(Records from a dataset)
►
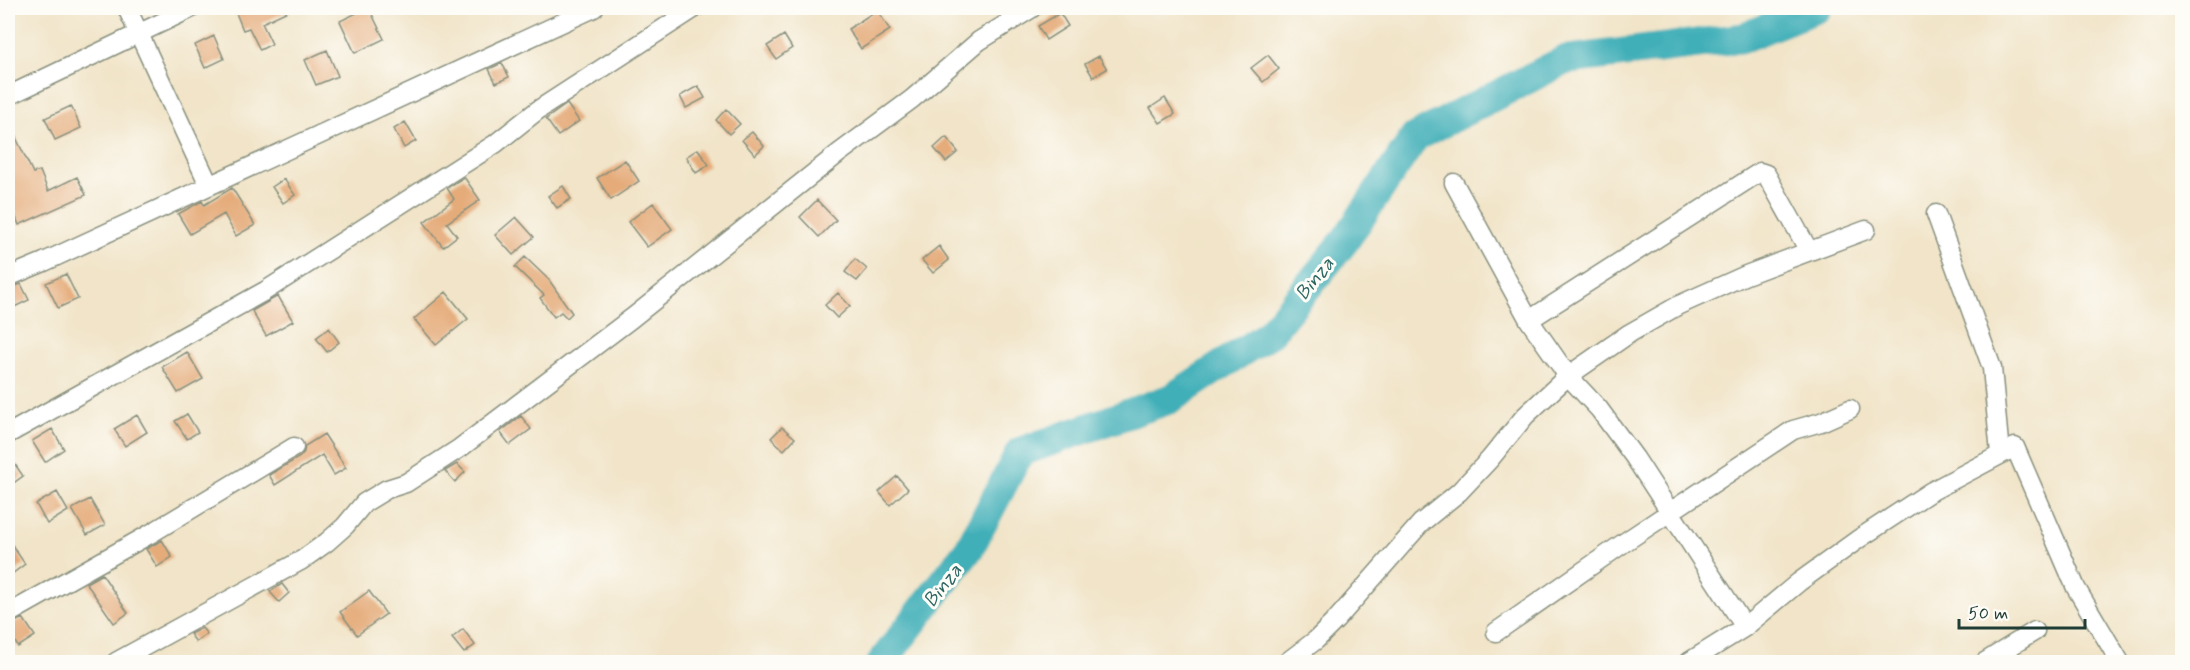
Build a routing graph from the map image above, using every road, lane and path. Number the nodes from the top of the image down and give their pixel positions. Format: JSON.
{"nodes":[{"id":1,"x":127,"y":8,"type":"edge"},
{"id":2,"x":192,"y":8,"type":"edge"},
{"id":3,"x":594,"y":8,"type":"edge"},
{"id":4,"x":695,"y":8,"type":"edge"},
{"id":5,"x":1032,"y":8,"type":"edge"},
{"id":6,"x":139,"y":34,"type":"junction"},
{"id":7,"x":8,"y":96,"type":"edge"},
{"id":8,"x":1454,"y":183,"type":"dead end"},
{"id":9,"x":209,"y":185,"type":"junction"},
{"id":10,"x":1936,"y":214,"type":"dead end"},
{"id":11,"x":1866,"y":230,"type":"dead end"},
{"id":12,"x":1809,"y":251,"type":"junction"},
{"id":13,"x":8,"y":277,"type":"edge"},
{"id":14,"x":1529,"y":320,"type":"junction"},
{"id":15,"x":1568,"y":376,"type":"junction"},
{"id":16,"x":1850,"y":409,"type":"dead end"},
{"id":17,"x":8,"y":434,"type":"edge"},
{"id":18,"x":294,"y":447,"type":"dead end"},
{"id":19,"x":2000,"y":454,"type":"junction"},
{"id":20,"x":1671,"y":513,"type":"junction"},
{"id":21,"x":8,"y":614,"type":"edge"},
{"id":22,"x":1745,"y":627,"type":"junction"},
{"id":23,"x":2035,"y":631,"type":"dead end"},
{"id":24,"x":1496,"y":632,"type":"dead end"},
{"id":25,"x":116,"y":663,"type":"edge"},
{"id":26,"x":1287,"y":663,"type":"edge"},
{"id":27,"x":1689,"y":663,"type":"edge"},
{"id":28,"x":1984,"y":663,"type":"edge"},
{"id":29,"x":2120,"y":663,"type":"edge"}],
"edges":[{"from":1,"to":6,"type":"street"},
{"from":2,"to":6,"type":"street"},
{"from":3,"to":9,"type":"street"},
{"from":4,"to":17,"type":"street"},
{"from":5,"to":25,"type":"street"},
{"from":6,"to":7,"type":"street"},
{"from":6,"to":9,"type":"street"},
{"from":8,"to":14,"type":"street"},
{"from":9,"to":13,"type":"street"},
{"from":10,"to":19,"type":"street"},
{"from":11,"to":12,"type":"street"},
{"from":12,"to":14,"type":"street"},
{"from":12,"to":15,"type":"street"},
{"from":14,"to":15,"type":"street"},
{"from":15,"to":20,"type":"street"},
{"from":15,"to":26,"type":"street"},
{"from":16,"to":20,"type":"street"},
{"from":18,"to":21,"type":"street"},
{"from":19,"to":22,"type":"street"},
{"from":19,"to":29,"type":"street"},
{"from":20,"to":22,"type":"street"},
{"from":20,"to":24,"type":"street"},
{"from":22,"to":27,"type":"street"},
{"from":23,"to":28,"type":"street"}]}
◄
## TASK BRIEF
Apart from the pictures, all of the data must be duplicated exactly as shown above.

## ANSWER TO THIS TASK
Build a routing graph from the map image above, using every road, lane and path. Number the nodes from the top of the image down and give their pixel positions. Format: JSON.
{"nodes":[{"id":1,"x":127,"y":8,"type":"edge"},
{"id":2,"x":192,"y":8,"type":"edge"},
{"id":3,"x":594,"y":8,"type":"edge"},
{"id":4,"x":695,"y":8,"type":"edge"},
{"id":5,"x":1032,"y":8,"type":"edge"},
{"id":6,"x":139,"y":34,"type":"junction"},
{"id":7,"x":8,"y":96,"type":"edge"},
{"id":8,"x":1454,"y":183,"type":"dead end"},
{"id":9,"x":209,"y":185,"type":"junction"},
{"id":10,"x":1936,"y":214,"type":"dead end"},
{"id":11,"x":1866,"y":230,"type":"dead end"},
{"id":12,"x":1809,"y":251,"type":"junction"},
{"id":13,"x":8,"y":277,"type":"edge"},
{"id":14,"x":1529,"y":320,"type":"junction"},
{"id":15,"x":1568,"y":376,"type":"junction"},
{"id":16,"x":1850,"y":409,"type":"dead end"},
{"id":17,"x":8,"y":434,"type":"edge"},
{"id":18,"x":294,"y":447,"type":"dead end"},
{"id":19,"x":2000,"y":454,"type":"junction"},
{"id":20,"x":1671,"y":513,"type":"junction"},
{"id":21,"x":8,"y":614,"type":"edge"},
{"id":22,"x":1745,"y":627,"type":"junction"},
{"id":23,"x":2035,"y":631,"type":"dead end"},
{"id":24,"x":1496,"y":632,"type":"dead end"},
{"id":25,"x":116,"y":663,"type":"edge"},
{"id":26,"x":1287,"y":663,"type":"edge"},
{"id":27,"x":1689,"y":663,"type":"edge"},
{"id":28,"x":1984,"y":663,"type":"edge"},
{"id":29,"x":2120,"y":663,"type":"edge"}],
"edges":[{"from":1,"to":6,"type":"street"},
{"from":2,"to":6,"type":"street"},
{"from":3,"to":9,"type":"street"},
{"from":4,"to":17,"type":"street"},
{"from":5,"to":25,"type":"street"},
{"from":6,"to":7,"type":"street"},
{"from":6,"to":9,"type":"street"},
{"from":8,"to":14,"type":"street"},
{"from":9,"to":13,"type":"street"},
{"from":10,"to":19,"type":"street"},
{"from":11,"to":12,"type":"street"},
{"from":12,"to":14,"type":"street"},
{"from":12,"to":15,"type":"street"},
{"from":14,"to":15,"type":"street"},
{"from":15,"to":20,"type":"street"},
{"from":15,"to":26,"type":"street"},
{"from":16,"to":20,"type":"street"},
{"from":18,"to":21,"type":"street"},
{"from":19,"to":22,"type":"street"},
{"from":19,"to":29,"type":"street"},
{"from":20,"to":22,"type":"street"},
{"from":20,"to":24,"type":"street"},
{"from":22,"to":27,"type":"street"},
{"from":23,"to":28,"type":"street"}]}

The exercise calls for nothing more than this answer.